Un caiman reina en la tempestad

Un infierno de hielo y nieve azotaba las carreteras del sur de Bélgica durante la Lieja-Bastogne-Lieja de 1980 la inmensa mayoría de corredores se bajan de la bici, no es el caso de Bernard Hinault

 En un veinte de abril, pero no del noventa como en la canción, sino de 1980 se disputaba en la región de Valonia la clásica decana del ciclismo (se corre desde 1892), la Lieja-Bastogne-Lieja con una climatología más cercana al invierno siberiano que a la primavera belga. Desde el inicio de la histórica carrera la nieve y el frio hicieron acto de presencia obligando a gran parte de los 174 ciclistas que salieron de Lieja a bajarse de la bicicleta, subirse en los coches de equipo y marcharse a los hoteles donde buscar un calor corporal que tardarían días en encontrar y todo ello en apenas una hora de carrera.

El germano Pevenage y el corredor belga Ludo Peeters abrían carrera por delante en un verdadero acto de valentía y en plena lucha contra las adversidades meteorológicas de una jornada infernal e inolvidable. El cada vez más reducido grupo perseguidor era capitaneado por un testarudo bretón llamado Bernard Hinault que en aquellos años dominaba con mano de acero el ciclismo mundial. La llegada del legendario Col de Stockeu, donde el gran Eddy Merckx tiene su merecido monumento, iba a propiciar el ataque de Hinault que se marchaba con el italiano Continiy el belga Lubberding a la caza del dúo de cabeza que seguía liderando la prueba en la tempestad. Anteriormente el propio Hinault estuvo a punto de bajarse de la bicicleta “¡Si sigue nevando, paro!” gritaba a sus compañeros del conjunto Renault-Elf, uno de ellos Maurice Le Guilloux le convence de que continúe motivándole para la victoria, aunque piensa que si él hubiera abandonado, Hinault no hubiera tardado en hacerlo. Atravesando una violenta tormenta de nieve a su paso por la subida a la Haute-Levee el trió de perseguidores alcanza a Pevenage y a Peeters y forman un quinteto en cabeza de carrera que iba a durar poco tiempo.

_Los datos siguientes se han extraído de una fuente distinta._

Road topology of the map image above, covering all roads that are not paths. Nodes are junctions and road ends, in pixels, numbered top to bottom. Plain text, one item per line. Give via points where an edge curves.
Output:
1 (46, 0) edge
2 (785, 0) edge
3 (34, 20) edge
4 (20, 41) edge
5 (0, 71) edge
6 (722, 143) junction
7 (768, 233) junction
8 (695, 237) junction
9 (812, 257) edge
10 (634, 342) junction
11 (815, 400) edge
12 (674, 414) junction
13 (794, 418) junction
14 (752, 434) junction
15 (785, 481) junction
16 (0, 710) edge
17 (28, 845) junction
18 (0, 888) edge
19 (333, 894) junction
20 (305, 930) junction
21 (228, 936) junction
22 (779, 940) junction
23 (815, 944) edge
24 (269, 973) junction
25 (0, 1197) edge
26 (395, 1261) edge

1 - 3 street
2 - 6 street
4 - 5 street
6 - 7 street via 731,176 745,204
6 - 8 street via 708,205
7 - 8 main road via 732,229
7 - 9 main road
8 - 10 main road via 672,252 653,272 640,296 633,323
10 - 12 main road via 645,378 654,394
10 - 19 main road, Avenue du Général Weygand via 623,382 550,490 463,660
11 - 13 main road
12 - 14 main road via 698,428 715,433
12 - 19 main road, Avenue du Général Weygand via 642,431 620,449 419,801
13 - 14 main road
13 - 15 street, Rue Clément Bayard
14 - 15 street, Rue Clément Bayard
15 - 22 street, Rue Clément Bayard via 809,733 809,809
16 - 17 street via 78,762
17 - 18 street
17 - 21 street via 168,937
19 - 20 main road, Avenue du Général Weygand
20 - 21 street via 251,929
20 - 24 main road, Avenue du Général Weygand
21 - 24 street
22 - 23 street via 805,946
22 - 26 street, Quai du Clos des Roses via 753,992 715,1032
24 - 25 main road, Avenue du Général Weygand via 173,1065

Bernard Hinault está completamente congelado, apenas puede mover las manos del manillar y pedalea por pura inercia en un cuerpo totalmente paralizado por la lluvia, la nieve y el viento. La única forma de quitarse esta horrible sensación es pedaleando más rápido para entrar en calor, algo que el francés cumple con precisión y abandona el grupo ante las sorprendidas miradas de sus compañeros de aventura con ochenta kilómetros por delante para llegar a las calles de Lieja. “Yo no veía nada, solo pensaba en mí mismo” con esta frase resumía Hinault sus pensamientos y sensaciones camino de conseguir una de las mayores gestas de la historia de las clásicas y del ciclismo desde sus inicios. El bretón ya ha conseguido la segunda Lieja de su formidable trayectoria, se dirige al podio después de recibir ropa seca y descansar unos minutos antes de recibir su merecido premio, a 9 minutos y 24 segundos llega el segundo clasificado dando tiempo al grupo, un holandés Hennie Kuiper que llega a meta aturdido y observando cómo apenas quedan periodistas ni publico en la línea de meta algo inaudito en una jornada dantesca que ninguno de sus 21 supervivientes podrán olvidar fácilmente ni siquiera el ganador Hinault que aun a día de hoy apenas tiene movilidad en la punta de dos de sus dedos.